Interview: Silvia Moreno-Garcia

Name: Silvia Moreno-Garcia

Author of: “Flash Frame”

Age: Unspeakable. Sorry!

Geographic Location: Vancouver, Canada

Original Hometown, if different: Mexico

Twitter: @silviamg


Past publications: Fantasy Magazine, Shine: An Anthology of Optimistic Science Fiction, Tesseracts 13, Futurismic, Shimmer and lots, lots more

What’s your favorite H.P. Lovecraft story or other Mythos story? “The Shadow Over Innsmouth” ( that’s probably why I am one of the founders of Innsmouth Free Press) and “The Colour Out of Space.” There’s something about evil- glowing meteorites that makes my heart go a bit faster. Non-Lovecraft, I think “Sticks” by Karl Edward Wagner is very scary. It just creeped the hell out of me and I don’t even understand why. Something about the bizarre constructions made out of twigs.
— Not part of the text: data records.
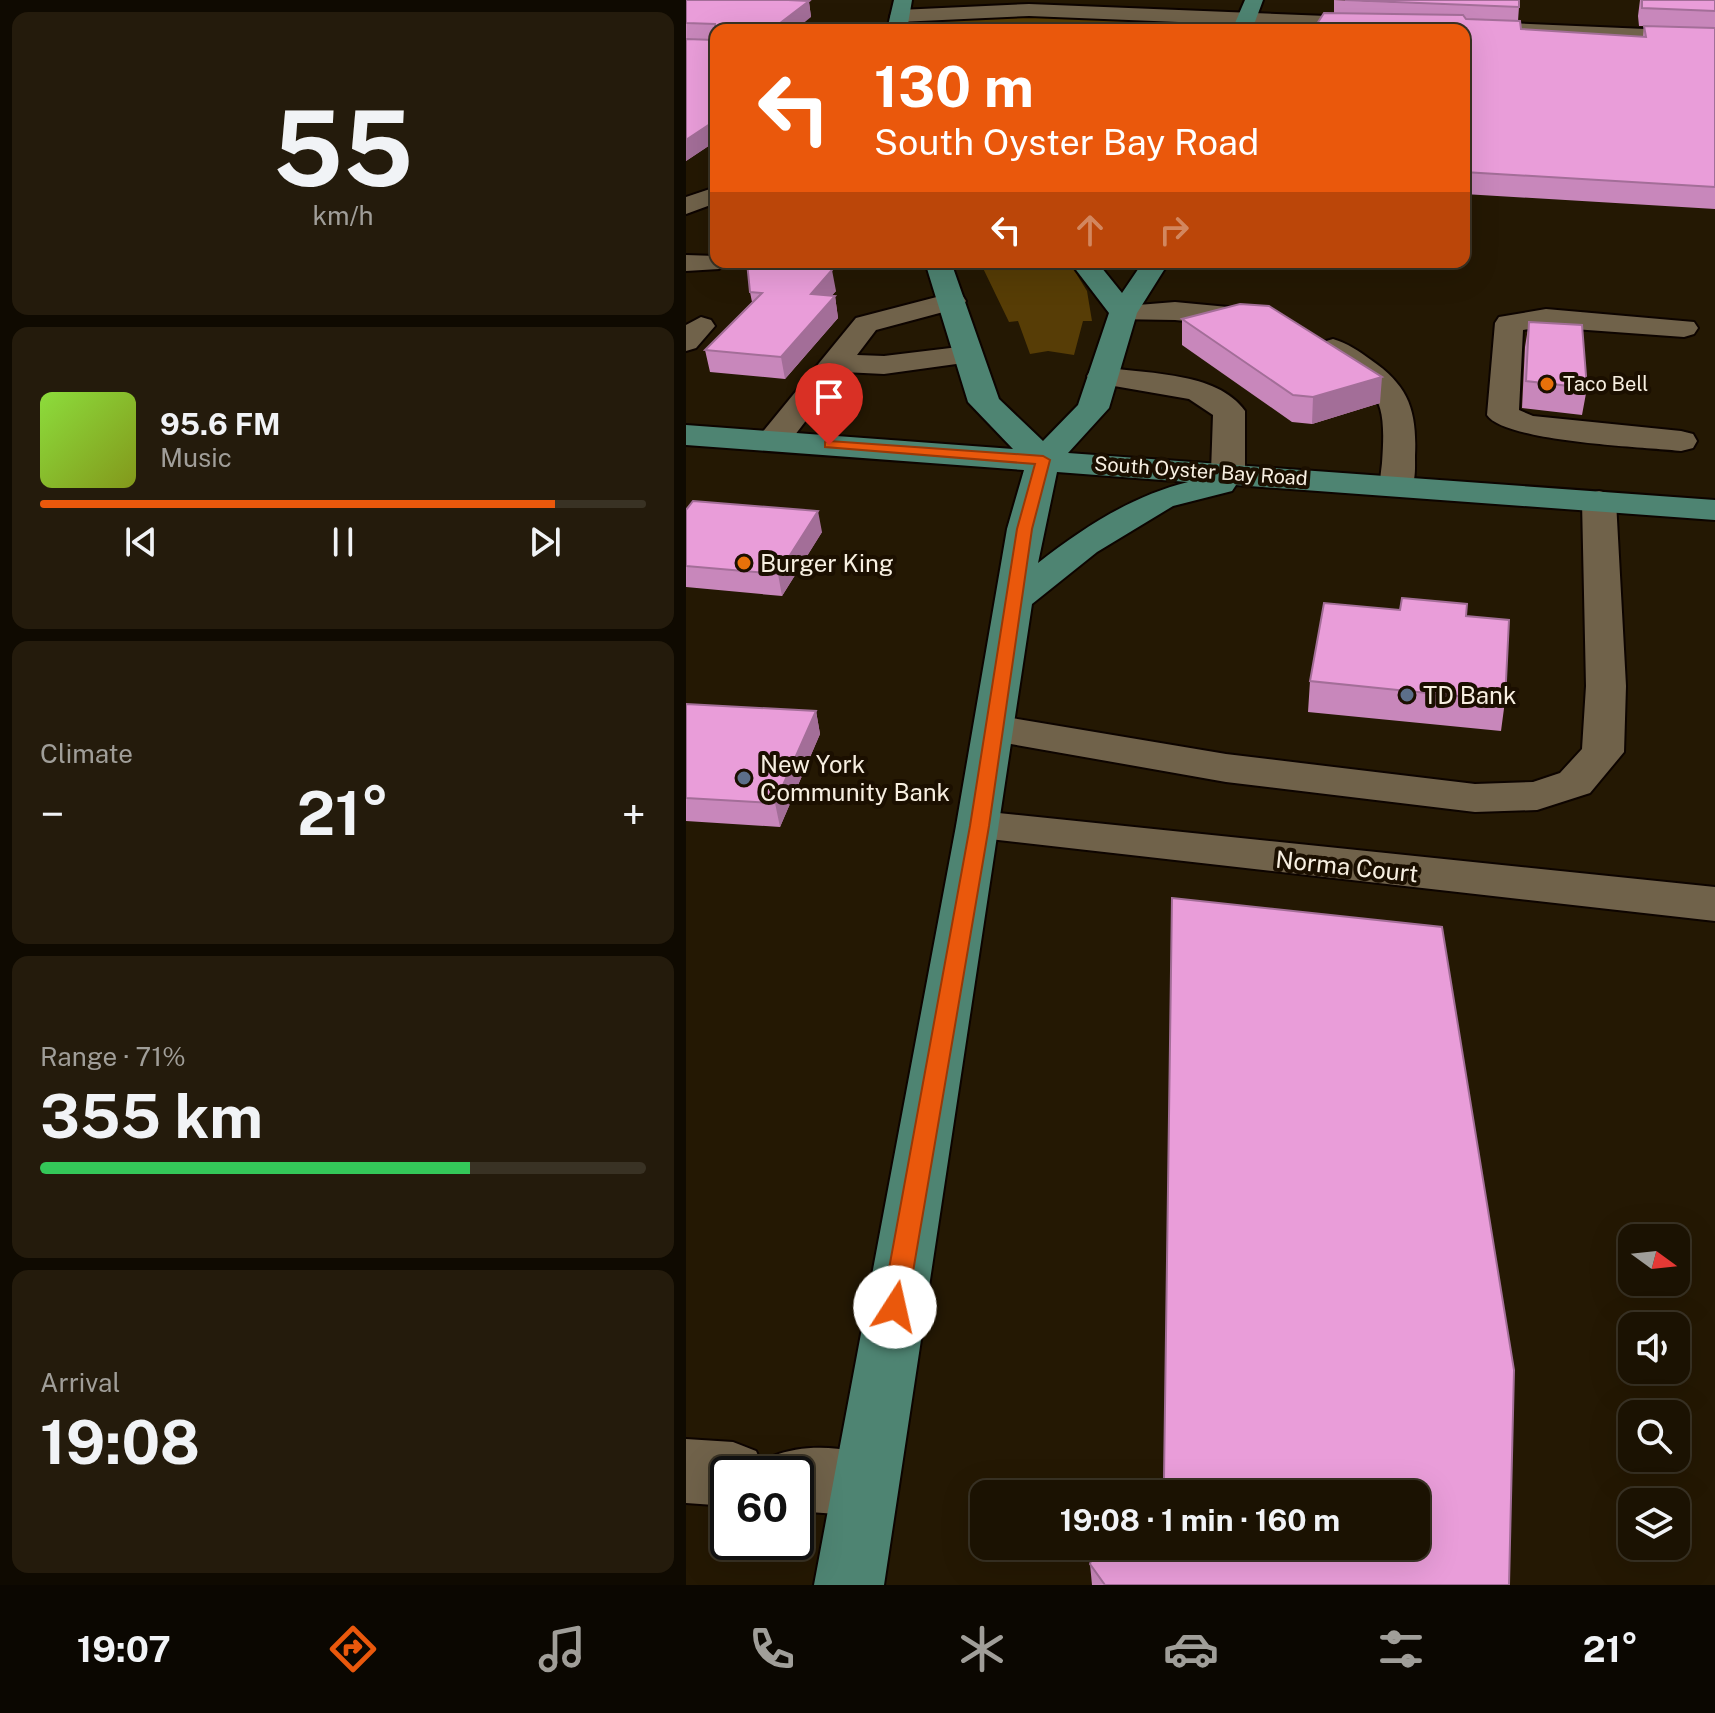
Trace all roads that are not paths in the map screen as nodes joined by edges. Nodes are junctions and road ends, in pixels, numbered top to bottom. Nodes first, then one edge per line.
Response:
1 (1572, 10) dead end
2 (900, 15) edge
3 (1248, 16) edge
4 (1374, 24) edge
5 (1482, 28) edge
6 (1574, 32) junction
7 (1715, 38) edge
8 (710, 196) edge
9 (686, 206) edge
10 (940, 268) edge
11 (1088, 268) edge
12 (1152, 268) edge
13 (952, 301) junction
14 (1123, 313) junction
15 (1684, 328) dead end
16 (967, 355) junction
17 (835, 363) junction
18 (1102, 376) junction
19 (1243, 388) edge
20 (1213, 401) junction
21 (686, 435) edge
22 (773, 441) junction
23 (1681, 441) dead end
24 (1043, 460) junction
25 (1244, 473) junction
26 (1397, 485) junction
27 (1599, 501) junction
28 (1715, 510) edge
29 (1013, 601) junction
30 (994, 728) junction
31 (979, 826) junction
32 (1715, 904) edge
33 (686, 1471) edge
34 (710, 1473) edge
35 (814, 1480) edge
36 (864, 1484) junction
37 (849, 1585) edge

1 - 6 street
2 - 3 street
3 - 4 street
5 - 6 street
6 - 7 street
8 - 9 street
10 - 13 main road
11 - 14 main road
12 - 14 main road
13 - 16 main road
13 - 17 street
14 - 18 main road
14 - 26 street
15 - 23 street
16 - 17 street
16 - 24 main road
17 - 22 street
18 - 20 street
18 - 24 main road
19 - 20 street
20 - 25 street
21 - 22 main road, South Oyster Bay Road
22 - 24 main road, South Oyster Bay Road
24 - 25 main road, South Oyster Bay Road
24 - 29 main road
25 - 26 main road, South Oyster Bay Road
25 - 29 main road
26 - 27 main road, South Oyster Bay Road
27 - 28 main road, South Oyster Bay Road
27 - 30 street
29 - 30 main road
30 - 31 main road
31 - 32 street, Norma Court
31 - 36 main road
33 - 34 street
35 - 36 street
36 - 37 main road

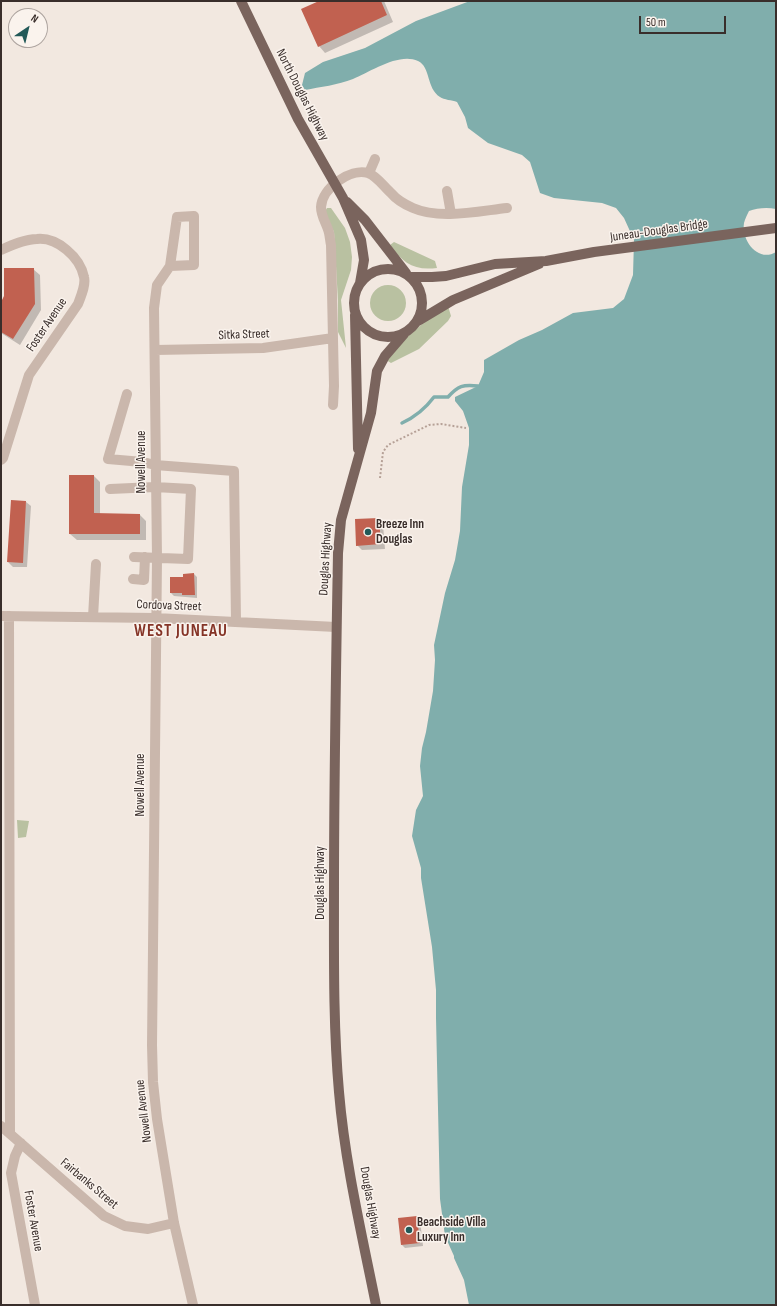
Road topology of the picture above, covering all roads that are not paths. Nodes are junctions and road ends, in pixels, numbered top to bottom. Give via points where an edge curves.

What comes to mind when you think “Lovecraft” + “Erotica”? Um … tentacles? I am actually very afraid of Cthulhu mixed with erotica, and I’m note quite sure what to expect when I crack open my contributor’s copy, but I think I ended up overcoming my fears because I had an idea that just wouldn’t let go. I’m not sure if the final result is erotic, though. I think of it as deeply paranoid and confused. In a good way.

How did you hear about Cthulhurotica? Through the magic of Twitter.

What inspired your story? Several things. I was remembering what it was like being a journalist in Mexico City. I am a third-generation communications gal. My grandfather was a radio announcer during the Golden Age of radio, my parents both worked in radio, I worked at a newspaper and I married someone who studied journalism. This is a genetic ailment. But it does tend to give me lots of background on different time periods and how journalists worked in those times. For “Flash Frame,” my direct inspiration was a conversation I had in the 90s. I was meeting a friend who was a freelancer at the time, and he asked me if we could stop to pick up his paycheck for a story he had done for a magazine. The magazine we picked up (and I think his story) was about the cheapest prostitute in Mexico City. We ended talking about a large porno cinema, Cine Teresa, which had been a high-class “ladies” cinema back in the 50s. You know, one of those luxury movie palaces. I love old movie theatres and I kept thinking about journalists and movie theatres, and our conversation about the Teresa. Around this time, I also had a bizarre dream about a “yellow woman” and I decided to use her.

What music or movies helped you to write this story? I don’t listen to much music, to be terribly honest. I am very unhip, in that sense. But I did have a movie in mind. Caligula, to be specific. The bizarre film that gets screened in my story was inspired by that movie, and also some of the sword-and-sandals flicks I watched when I was a kid. There was always something sexy about those movies, even if the production codes of the time didn’t allow them to show too much. It was a way to get past the censors. I mean, Hedy Lamarr is sooo awesome in Samson and Delilah. We don’t give a crap about the good girl. We want Hedy to dance in her pseudo-Arabian Nights outfits and seduce Samson, damn it!

How many rewrites did you do before submitting? I don’t rewrite. Does that sound awful? I fix things as I go along, which sometimes makes it a longer process. I also felt if I thought too much about this story, I’d chicken out and never write it.

What is your favorite bit? I like the opening line:

The sound is yellow.

3 thoughts on “Interview: Silvia Moreno-Garcia”

Richard Baron

I just read your story ‘Flash Frame’. I loved the setting: the ‘El Tabu’ theatre with it’s faded elegance and dark underbelly and i feel you really captured the dark mysterious atmosphere that such places conjour. I found myself thoroughly intigued in the tale, eager to discover what secrets Zozoya held and congratulate you on a story that captivated and unsettled in equal measure.

Madison Woods

That very short opening line is a very effective hook, lol. Can’t wait to read the rest of the story 🙂

Nathan Crowder

With the combination of noir sensibilities, old cinema, crumbling movie palaces, and a fresh take on my favorite Cthulhuian entity, “Flash Frame” is so good I wish I had written it — so what I want to be reading! There were bits that reminded me strongly of the novel Flicker by Theodore Roszack and the Carpenter Masters of Horror episode “Cigarette Burns,” all in the most awesome way.

Were it possible to eat your brains and steal your magic, I would consider it. Since it isn’t, let me say, “Flash Frame” is masterful. Thank you for sharing it with us.